Sob o slogan “ #ChileAcordou ”, protesta-se, assim, contra um modelo econômico radicalmente liberal (nada a ver com o saudável liberalismo e conservadorismo clássicos) que praticamente anulou as pensões e aposentadorias (Piñera vai aumentá-las) e privatizou as instituições de ensino e de saúde.

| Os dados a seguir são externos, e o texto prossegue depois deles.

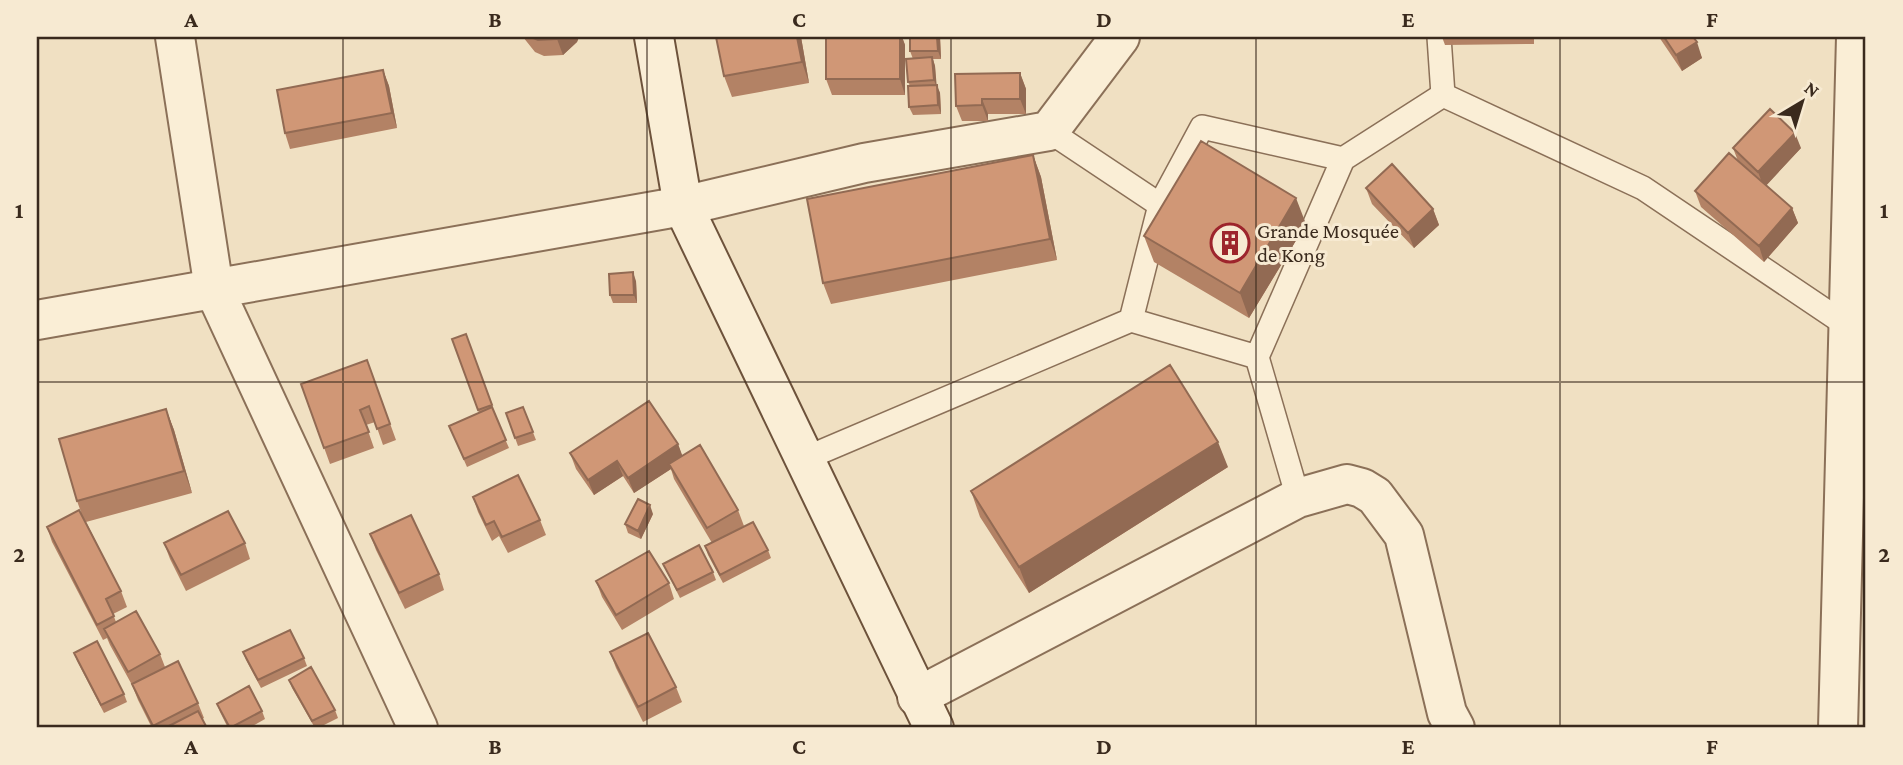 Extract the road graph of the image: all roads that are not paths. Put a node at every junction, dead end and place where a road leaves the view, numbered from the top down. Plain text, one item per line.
1 (175, 37) edge
2 (654, 37) edge
3 (1120, 37) edge
4 (1439, 37) edge
5 (1856, 37) edge
6 (1443, 95) junction
7 (1049, 131) junction
8 (1343, 159) junction
9 (1160, 205) junction
10 (683, 206) junction
11 (214, 289) junction
12 (37, 320) edge
13 (1131, 320) junction
14 (1849, 326) junction
15 (1257, 356) junction
16 (804, 459) junction
17 (1298, 498) junction
18 (926, 712) edge
19 (418, 728) edge
20 (1455, 728) edge
21 (1838, 728) edge

1 - 11 street
2 - 10 street
3 - 7 street
4 - 6 lane
5 - 14 street
6 - 8 lane
6 - 14 lane
7 - 9 lane
7 - 10 street
8 - 9 lane
8 - 15 lane
9 - 13 lane
10 - 11 street
10 - 16 street
11 - 12 street
11 - 19 street
13 - 15 lane
13 - 16 lane
14 - 21 street
15 - 17 lane
16 - 18 street
17 - 18 street
17 - 20 street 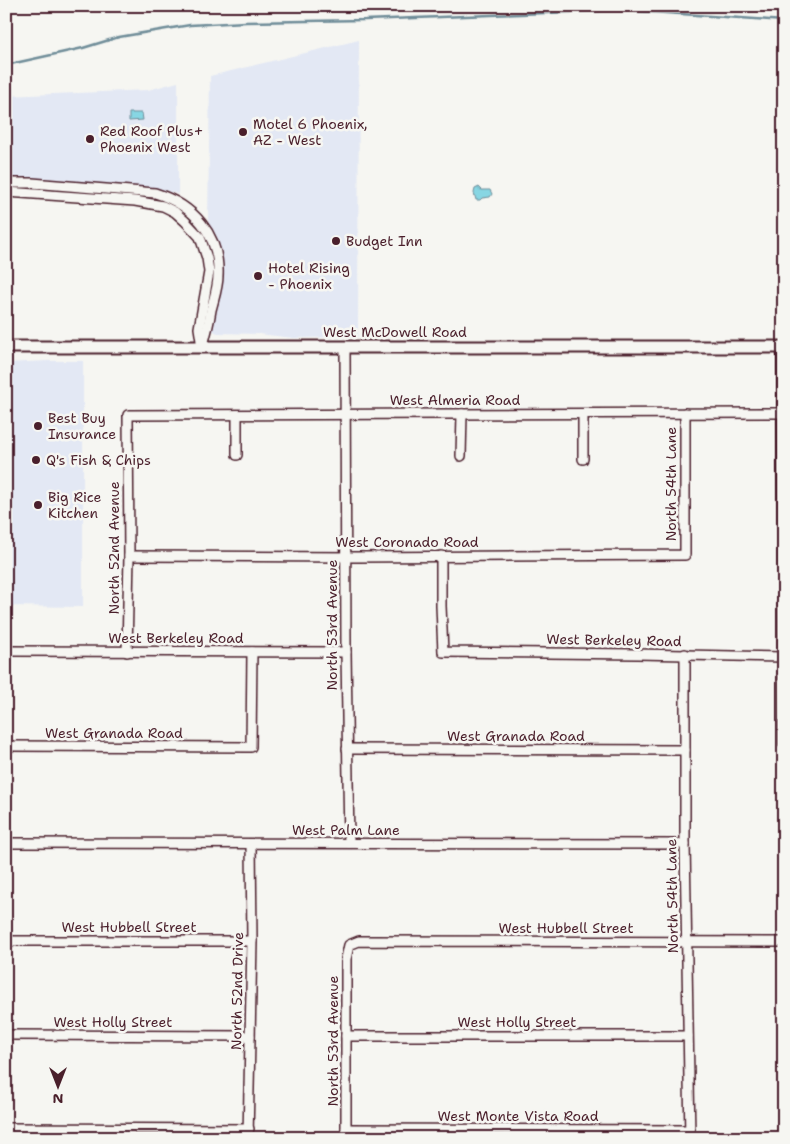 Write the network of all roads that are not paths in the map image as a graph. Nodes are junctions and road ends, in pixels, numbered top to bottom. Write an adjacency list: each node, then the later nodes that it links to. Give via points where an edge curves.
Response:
1 (6, 183): 6 (street, via 155,193 183,205 202,223 212,238 217,256 218,277)
2 (6, 192): 6 (street, via 134,201 175,212 200,237 207,258 209,272 198,328)
3 (6, 347): 6 (main road, West McDowell Road)
4 (345, 347): 5 (main road, West McDowell Road); 6 (main road, West McDowell Road); 8 (street, North 53rd Avenue)
5 (783, 347): 7 (street)
6 (202, 348)
7 (782, 413): 11 (street, West Almeria Road); 21 (street)
8 (346, 414): 9 (street, West Almeria Road); 13 (street, West Almeria Road); 20 (street, North 53rd Avenue)
9 (462, 414): 10 (street, West Almeria Road); 15 (street)
10 (583, 414): 11 (street, West Almeria Road); 16 (street)
11 (685, 414): 17 (street, North 54th Lane)
12 (128, 415): 13 (street, West Almeria Road); 18 (street, North 52nd Avenue)
13 (236, 415): 14 (street)
14 (237, 455)
15 (461, 456)
16 (583, 459)
17 (685, 555): 19 (street, West Coronado Road)
18 (129, 556): 20 (street, West Coronado Road); 23 (street, North 52nd Avenue)
19 (441, 556): 20 (street, West Coronado Road); 26 (street, West Berkeley Road, via 443,652)
20 (346, 557): 25 (street, North 53rd Avenue)
21 (784, 567): 27 (street)
22 (6, 651): 23 (street, West Berkeley Road)
23 (127, 652): 24 (street, West Berkeley Road)
24 (252, 652): 25 (street, West Berkeley Road); 29 (street, West Granada Road, via 252,747)
25 (346, 652): 30 (street, North 53rd Avenue)
26 (685, 654): 27 (street, West Berkeley Road); 31 (street, North 54th Lane)
27 (783, 657): 28 (street)
28 (784, 744)
29 (6, 746)
30 (347, 749): 31 (street, West Granada Road); 33 (street, North 53rd Avenue)
31 (685, 750): 35 (street, North 54th Lane)
32 (6, 843): 34 (street, West Palm Lane)
33 (349, 843): 34 (street, West Palm Lane); 35 (street, West Palm Lane)
34 (251, 844): 37 (street, North 52nd Drive)
35 (685, 844): 38 (street, North 54th Lane)
36 (6, 941): 37 (street, West Hubbell Street)
37 (252, 941): 42 (street, North 52nd Drive)
38 (687, 942): 39 (street, West Hubbell Street); 40 (street, West Hubbell Street, via 359,941); 44 (street, North 54th Lane)
39 (784, 942)
40 (349, 944): 43 (street, North 53rd Avenue, via 346,959)
41 (6, 1035): 42 (street, West Holly Street)
42 (250, 1036): 46 (street, North 52nd Drive)
43 (346, 1036): 44 (street, West Holly Street); 47 (street, North 53rd Avenue)
44 (688, 1036): 48 (street, North 54th Lane)
45 (6, 1128): 46 (street)
46 (249, 1133)
47 (346, 1133): 48 (street, West Monte Vista Road, via 642,1131)
48 (690, 1134) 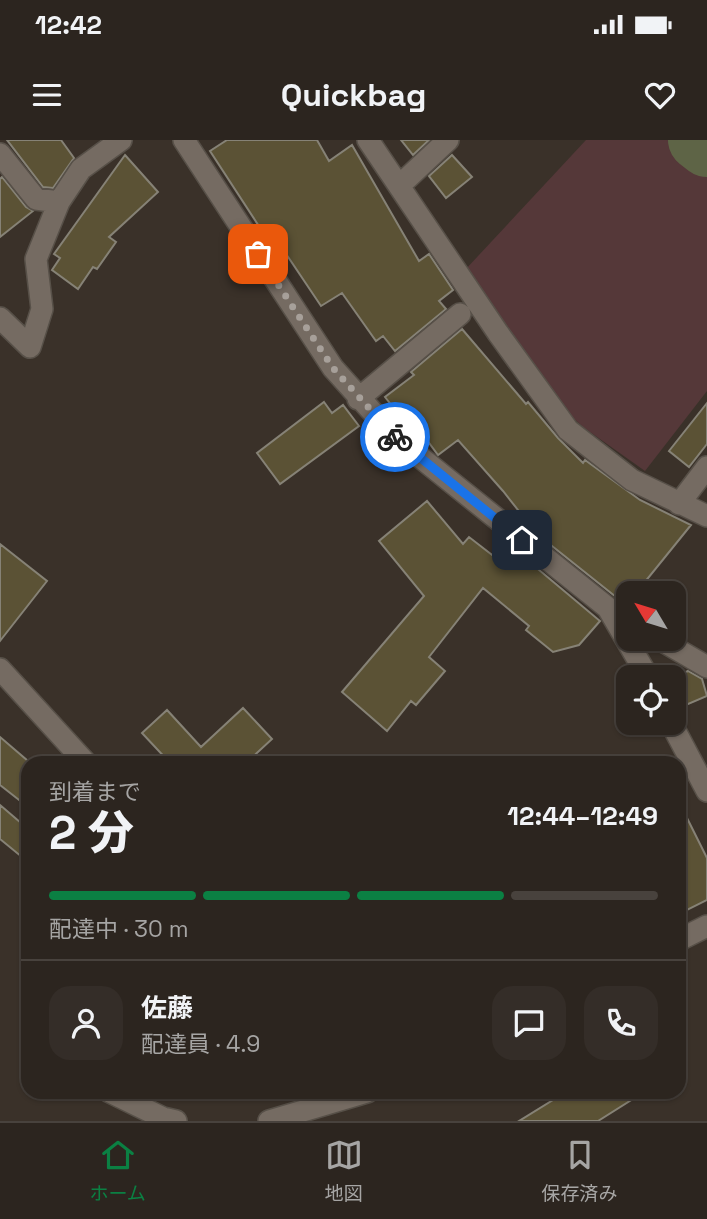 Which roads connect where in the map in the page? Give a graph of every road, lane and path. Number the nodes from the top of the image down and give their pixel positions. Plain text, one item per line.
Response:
1 (121, 140) edge
2 (184, 140) edge
3 (368, 140) edge
4 (448, 140) edge
5 (0, 154) edge
6 (399, 186) junction
7 (59, 202) junction
8 (460, 314) dead end
9 (0, 318) edge
10 (358, 399) junction
11 (707, 467) edge
12 (679, 504) junction
13 (707, 516) edge
14 (608, 608) junction
15 (616, 613) edge
16 (680, 651) edge
17 (641, 665) edge
18 (707, 667) edge
19 (0, 669) edge
20 (677, 735) edge
21 (80, 756) edge
22 (707, 790) edge
23 (707, 926) edge
24 (686, 936) edge
25 (124, 1099) edge
26 (343, 1099) edge
27 (176, 1121) edge
28 (269, 1121) edge

1 - 7 street
2 - 10 street
3 - 6 street
4 - 6 street
5 - 7 street
6 - 12 street
7 - 9 street
8 - 10 street
10 - 14 street
11 - 12 street
12 - 13 street
14 - 15 street
14 - 17 street
16 - 18 street
19 - 21 street
20 - 22 street
23 - 24 street
25 - 27 street
26 - 28 street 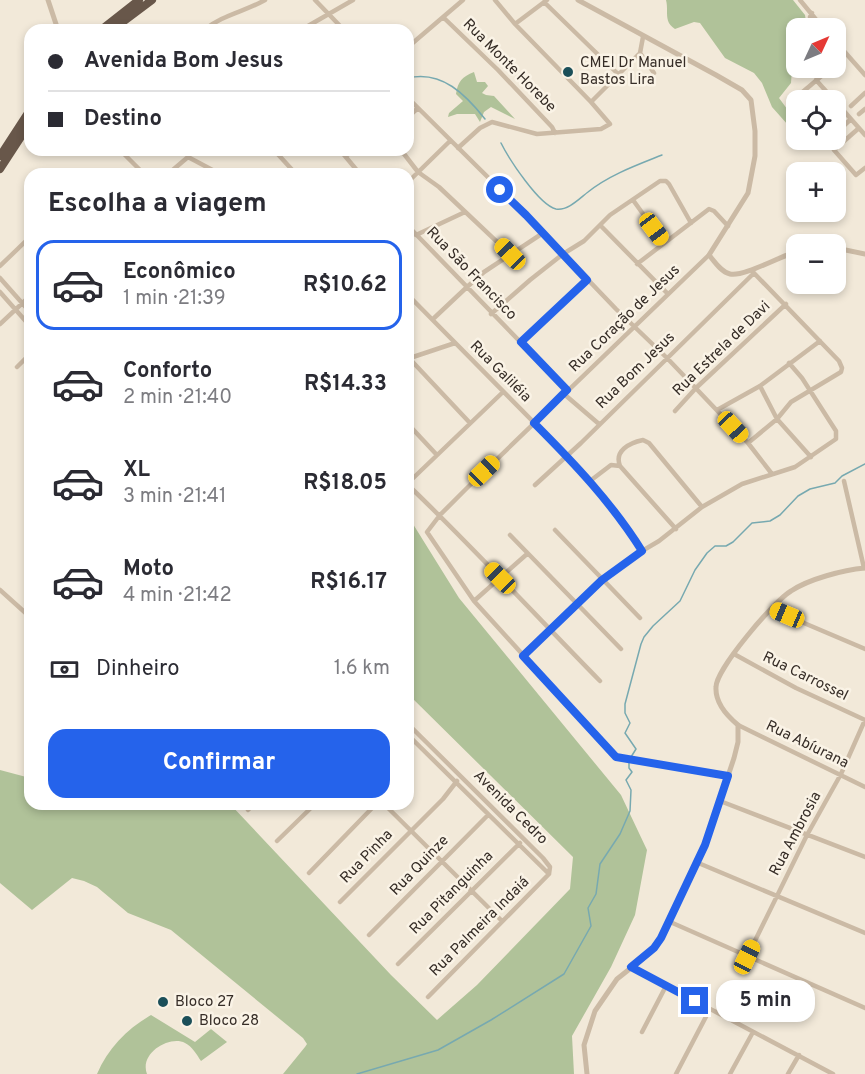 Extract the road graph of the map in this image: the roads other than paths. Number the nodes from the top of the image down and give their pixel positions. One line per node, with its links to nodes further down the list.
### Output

A esmagadora maioria das aposentadorias são inferiores a US$ 300, resultado do sistema de capitalização desenvolvido ainda nos tempos do governo de Pinochet. Por tal sistema, no qual os trabalhadores vão montando poupanças individuais para quando se aposentarem, a tendência é um rigoroso empobrecimento da camada mais idosa da população.

O futuro é um mistério

O governo de Piñera é composto por profissionais que operam com os grandes conglomerados econômicos, e o próprio presidente é constantemente acusado de favorecer os milionários pelo simples fato de ser um deles — a sua fortuna é estimada em 0,98% do PIB do país, pela avaliação da “Forbes”. “Existe um descontentamento e o aumento das tarifas do metrô foi a faísca que desencadeou tudo”, diz o analista Roberto Méndez.

Assim, para quem olha o Chile de fora, lá parece que se nada em mar de rosas — e, se assim achamos, dá para mensurar a caoticidade que se engole por aqui. Como se viu, não é bem assim: entre os chilenos há de fato rosas para poucos e espinhos para muitos.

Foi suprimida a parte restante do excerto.